La nuit est tombée depuis déjà des heures.
J'ai oublié le couvre-feu.
Je me dirige vers les extérieurs du château.
Qu'est-ce que je risque si je suis surprise ici ? Rien ? beaucoup ?
Il suffit que personne ne me remarque.
Je note dans un coin de mon cerveau de rester attentive au moindre bruit, à la moindre lueur. Si jamais mes sens sont en alerte, je pourrais plonger sous une table pour me cacher de la vue d'un badeau retardataire.
J'ai trouvé à la bibliothèque un vieux grimoire de potions.
L'une d'elle me semble intéressante, mais pour la réaliser j'ai besoin de matériel.
J'aurais pu demander au professeur de botanique s'il me permettait d'utiliser ses serres pour une expérience personnelle, sauf que n'allant jamais à ses cours - ou m'y faisant très discrète -, j'ai craint qu'il ne refuse - ou pire me demande ce que je voulais y faire et dans quel but.
Donc me voici, de nuit, bravant l'interdit, devant ces lieux chers aux plantes.
Par méfiance, je regarde une dernière fois alentours. Personne à gauche, idem à droite.
Je tente d'ouvrir une première porte. Elle est close.
A-t-on idée de fermer les salles de classe une fois le soleil couché ? Normalement tout le monde dort à cette heure, il n'y a pas de risque ni de danger, ne puis-je m'empêcher de pester.
A la réflexion, je suis bien là, moi, sur le point d'en violer l'accès... Je ne dois pas être la seule élève à aimer les virées nocturnes et les serres sont le meilleur endroit pour commettre des méfaits.
Bref, je dois entrer.
Avec une formule, peut-être ?
Non, il vaut mieux de pas essayer, qui sait si les huis de l'école ne sont pas piégés ?

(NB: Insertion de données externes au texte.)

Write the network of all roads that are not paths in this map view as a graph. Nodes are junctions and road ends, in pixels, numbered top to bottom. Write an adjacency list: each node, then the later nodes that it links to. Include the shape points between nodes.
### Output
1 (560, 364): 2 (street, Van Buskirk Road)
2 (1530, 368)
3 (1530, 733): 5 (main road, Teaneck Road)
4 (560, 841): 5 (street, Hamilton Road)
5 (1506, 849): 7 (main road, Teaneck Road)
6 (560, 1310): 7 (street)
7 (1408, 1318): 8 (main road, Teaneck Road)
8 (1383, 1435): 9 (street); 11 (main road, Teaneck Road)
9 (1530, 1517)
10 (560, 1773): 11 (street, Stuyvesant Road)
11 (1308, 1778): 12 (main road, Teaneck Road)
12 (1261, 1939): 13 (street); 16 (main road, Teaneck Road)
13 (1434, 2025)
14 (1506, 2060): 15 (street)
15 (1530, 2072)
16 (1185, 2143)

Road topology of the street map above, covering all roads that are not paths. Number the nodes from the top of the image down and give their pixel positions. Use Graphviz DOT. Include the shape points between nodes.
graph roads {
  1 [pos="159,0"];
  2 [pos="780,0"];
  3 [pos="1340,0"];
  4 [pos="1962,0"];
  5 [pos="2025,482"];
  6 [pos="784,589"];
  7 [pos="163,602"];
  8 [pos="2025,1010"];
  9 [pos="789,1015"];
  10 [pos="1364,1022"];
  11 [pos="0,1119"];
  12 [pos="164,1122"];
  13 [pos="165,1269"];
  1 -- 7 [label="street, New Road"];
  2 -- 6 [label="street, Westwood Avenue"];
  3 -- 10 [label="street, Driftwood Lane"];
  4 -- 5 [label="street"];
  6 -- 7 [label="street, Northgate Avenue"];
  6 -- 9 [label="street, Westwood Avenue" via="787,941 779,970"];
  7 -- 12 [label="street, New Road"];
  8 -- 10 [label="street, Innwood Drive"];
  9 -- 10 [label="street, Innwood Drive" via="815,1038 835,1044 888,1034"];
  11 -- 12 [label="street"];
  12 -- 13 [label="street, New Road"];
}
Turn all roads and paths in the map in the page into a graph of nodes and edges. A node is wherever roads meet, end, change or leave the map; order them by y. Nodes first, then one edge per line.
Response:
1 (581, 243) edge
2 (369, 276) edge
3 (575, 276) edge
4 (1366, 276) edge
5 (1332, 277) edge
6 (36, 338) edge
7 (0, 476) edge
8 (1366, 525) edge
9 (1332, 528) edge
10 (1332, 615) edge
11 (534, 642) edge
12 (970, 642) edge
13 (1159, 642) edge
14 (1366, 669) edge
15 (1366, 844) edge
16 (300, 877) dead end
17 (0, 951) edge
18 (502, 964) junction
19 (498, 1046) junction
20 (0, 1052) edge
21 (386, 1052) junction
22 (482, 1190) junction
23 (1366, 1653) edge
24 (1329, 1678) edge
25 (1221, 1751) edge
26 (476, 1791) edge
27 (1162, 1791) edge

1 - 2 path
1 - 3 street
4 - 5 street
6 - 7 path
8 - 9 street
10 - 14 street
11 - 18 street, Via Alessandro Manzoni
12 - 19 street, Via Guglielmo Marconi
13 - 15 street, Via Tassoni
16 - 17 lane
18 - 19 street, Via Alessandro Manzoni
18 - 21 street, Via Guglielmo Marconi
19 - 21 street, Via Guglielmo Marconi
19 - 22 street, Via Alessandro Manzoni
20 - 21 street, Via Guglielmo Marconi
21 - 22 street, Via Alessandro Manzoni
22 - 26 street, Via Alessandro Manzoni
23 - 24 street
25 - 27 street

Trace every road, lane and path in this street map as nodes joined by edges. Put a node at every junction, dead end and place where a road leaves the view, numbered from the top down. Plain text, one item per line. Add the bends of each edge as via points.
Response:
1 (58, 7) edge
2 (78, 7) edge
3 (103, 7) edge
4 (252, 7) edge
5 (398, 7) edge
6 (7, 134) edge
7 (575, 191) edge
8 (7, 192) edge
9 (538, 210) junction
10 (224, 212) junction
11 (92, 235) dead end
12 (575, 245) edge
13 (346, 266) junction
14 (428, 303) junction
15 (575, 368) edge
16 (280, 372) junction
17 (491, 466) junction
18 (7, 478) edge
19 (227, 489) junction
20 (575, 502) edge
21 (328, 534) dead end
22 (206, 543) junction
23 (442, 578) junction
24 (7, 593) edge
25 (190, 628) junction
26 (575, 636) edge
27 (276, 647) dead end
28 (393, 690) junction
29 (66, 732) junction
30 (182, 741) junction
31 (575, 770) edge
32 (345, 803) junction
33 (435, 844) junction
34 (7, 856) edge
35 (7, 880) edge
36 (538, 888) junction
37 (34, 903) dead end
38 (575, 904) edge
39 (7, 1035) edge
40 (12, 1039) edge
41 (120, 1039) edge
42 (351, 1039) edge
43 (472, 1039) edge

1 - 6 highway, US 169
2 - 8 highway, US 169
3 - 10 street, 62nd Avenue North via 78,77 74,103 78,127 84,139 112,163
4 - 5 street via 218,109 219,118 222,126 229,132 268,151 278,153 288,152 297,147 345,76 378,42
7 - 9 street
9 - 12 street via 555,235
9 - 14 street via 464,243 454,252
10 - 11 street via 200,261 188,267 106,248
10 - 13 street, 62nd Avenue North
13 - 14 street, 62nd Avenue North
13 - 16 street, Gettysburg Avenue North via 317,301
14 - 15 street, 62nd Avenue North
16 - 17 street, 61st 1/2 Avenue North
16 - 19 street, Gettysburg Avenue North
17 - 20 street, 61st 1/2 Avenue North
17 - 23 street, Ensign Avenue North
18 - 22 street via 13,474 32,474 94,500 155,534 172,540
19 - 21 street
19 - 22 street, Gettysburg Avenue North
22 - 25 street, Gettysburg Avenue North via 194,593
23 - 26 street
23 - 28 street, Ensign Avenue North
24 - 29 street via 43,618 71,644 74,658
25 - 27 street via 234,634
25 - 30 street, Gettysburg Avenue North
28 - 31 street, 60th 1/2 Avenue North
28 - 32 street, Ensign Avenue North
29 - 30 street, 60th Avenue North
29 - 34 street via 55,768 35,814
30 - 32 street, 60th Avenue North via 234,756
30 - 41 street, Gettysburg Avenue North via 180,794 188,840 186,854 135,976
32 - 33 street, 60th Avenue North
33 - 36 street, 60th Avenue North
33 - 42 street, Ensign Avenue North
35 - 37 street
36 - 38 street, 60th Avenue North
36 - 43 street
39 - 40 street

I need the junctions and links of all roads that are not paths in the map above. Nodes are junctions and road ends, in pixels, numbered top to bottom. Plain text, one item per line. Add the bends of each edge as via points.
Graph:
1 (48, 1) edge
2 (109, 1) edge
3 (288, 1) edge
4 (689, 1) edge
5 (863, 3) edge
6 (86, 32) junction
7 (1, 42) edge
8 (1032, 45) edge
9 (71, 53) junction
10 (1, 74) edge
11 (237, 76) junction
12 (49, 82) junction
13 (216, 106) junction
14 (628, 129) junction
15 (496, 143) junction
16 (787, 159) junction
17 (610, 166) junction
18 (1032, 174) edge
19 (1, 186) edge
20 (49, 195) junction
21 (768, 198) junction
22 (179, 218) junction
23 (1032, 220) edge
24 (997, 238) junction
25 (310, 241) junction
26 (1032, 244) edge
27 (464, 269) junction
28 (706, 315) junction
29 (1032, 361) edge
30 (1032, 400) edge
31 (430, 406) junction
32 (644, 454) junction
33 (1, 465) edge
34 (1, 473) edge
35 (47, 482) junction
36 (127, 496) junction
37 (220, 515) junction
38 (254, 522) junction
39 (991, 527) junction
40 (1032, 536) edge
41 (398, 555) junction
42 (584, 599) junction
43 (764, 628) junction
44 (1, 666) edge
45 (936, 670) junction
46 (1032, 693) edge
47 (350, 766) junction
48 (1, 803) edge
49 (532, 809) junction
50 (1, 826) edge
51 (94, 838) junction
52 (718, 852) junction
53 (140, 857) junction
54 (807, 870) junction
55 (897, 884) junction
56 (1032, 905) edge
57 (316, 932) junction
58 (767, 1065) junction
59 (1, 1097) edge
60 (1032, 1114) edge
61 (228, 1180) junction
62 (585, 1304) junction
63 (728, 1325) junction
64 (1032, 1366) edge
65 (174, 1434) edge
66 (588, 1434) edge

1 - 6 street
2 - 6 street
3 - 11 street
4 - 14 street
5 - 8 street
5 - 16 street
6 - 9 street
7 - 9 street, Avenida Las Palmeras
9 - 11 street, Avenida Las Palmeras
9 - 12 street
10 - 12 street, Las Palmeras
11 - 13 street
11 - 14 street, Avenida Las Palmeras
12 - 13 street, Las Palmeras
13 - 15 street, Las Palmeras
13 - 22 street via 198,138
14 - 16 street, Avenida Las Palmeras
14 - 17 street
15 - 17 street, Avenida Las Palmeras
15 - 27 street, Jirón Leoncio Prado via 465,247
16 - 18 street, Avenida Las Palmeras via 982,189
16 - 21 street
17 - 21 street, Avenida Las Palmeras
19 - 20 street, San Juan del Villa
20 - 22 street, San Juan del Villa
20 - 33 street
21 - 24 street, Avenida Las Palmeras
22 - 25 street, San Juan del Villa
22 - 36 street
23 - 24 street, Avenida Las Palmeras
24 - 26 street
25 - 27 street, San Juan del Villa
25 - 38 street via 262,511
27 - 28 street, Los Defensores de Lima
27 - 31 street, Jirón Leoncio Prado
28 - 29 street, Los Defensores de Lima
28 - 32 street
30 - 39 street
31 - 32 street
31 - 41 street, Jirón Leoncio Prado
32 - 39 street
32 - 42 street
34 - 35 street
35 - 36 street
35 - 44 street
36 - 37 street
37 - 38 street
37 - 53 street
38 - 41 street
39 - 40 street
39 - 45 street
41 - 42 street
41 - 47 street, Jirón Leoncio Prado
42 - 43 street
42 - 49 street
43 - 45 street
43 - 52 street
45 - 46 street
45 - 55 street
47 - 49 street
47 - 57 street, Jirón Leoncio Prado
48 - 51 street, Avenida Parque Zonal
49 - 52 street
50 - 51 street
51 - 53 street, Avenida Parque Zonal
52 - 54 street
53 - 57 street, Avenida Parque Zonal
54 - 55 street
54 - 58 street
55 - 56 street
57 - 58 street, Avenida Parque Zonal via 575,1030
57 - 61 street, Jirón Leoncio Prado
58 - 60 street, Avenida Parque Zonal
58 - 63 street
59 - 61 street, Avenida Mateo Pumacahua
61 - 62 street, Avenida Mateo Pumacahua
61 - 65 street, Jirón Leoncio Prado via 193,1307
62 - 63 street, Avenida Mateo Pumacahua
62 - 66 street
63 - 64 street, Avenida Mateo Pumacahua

Comment feraient des moldus ?
Une carte, une pince à cheveux, une pierre...
J'aurais du prévoir un manuel de serrurerie.
Par chance, il n'y a pas qu'une serre. J'en teste une seconde.
Miraculeusement, elle est ouverte.
Un oubli, peut-être ?
Je ne perds pas de temps à la réflexion, la salle est accesible, j'y pénètre.
Je fais mentalement la liste de ce dont j'aurais besoin : un flacon, un chaudron, une cuillère, un mortier, du feu, de l'eau...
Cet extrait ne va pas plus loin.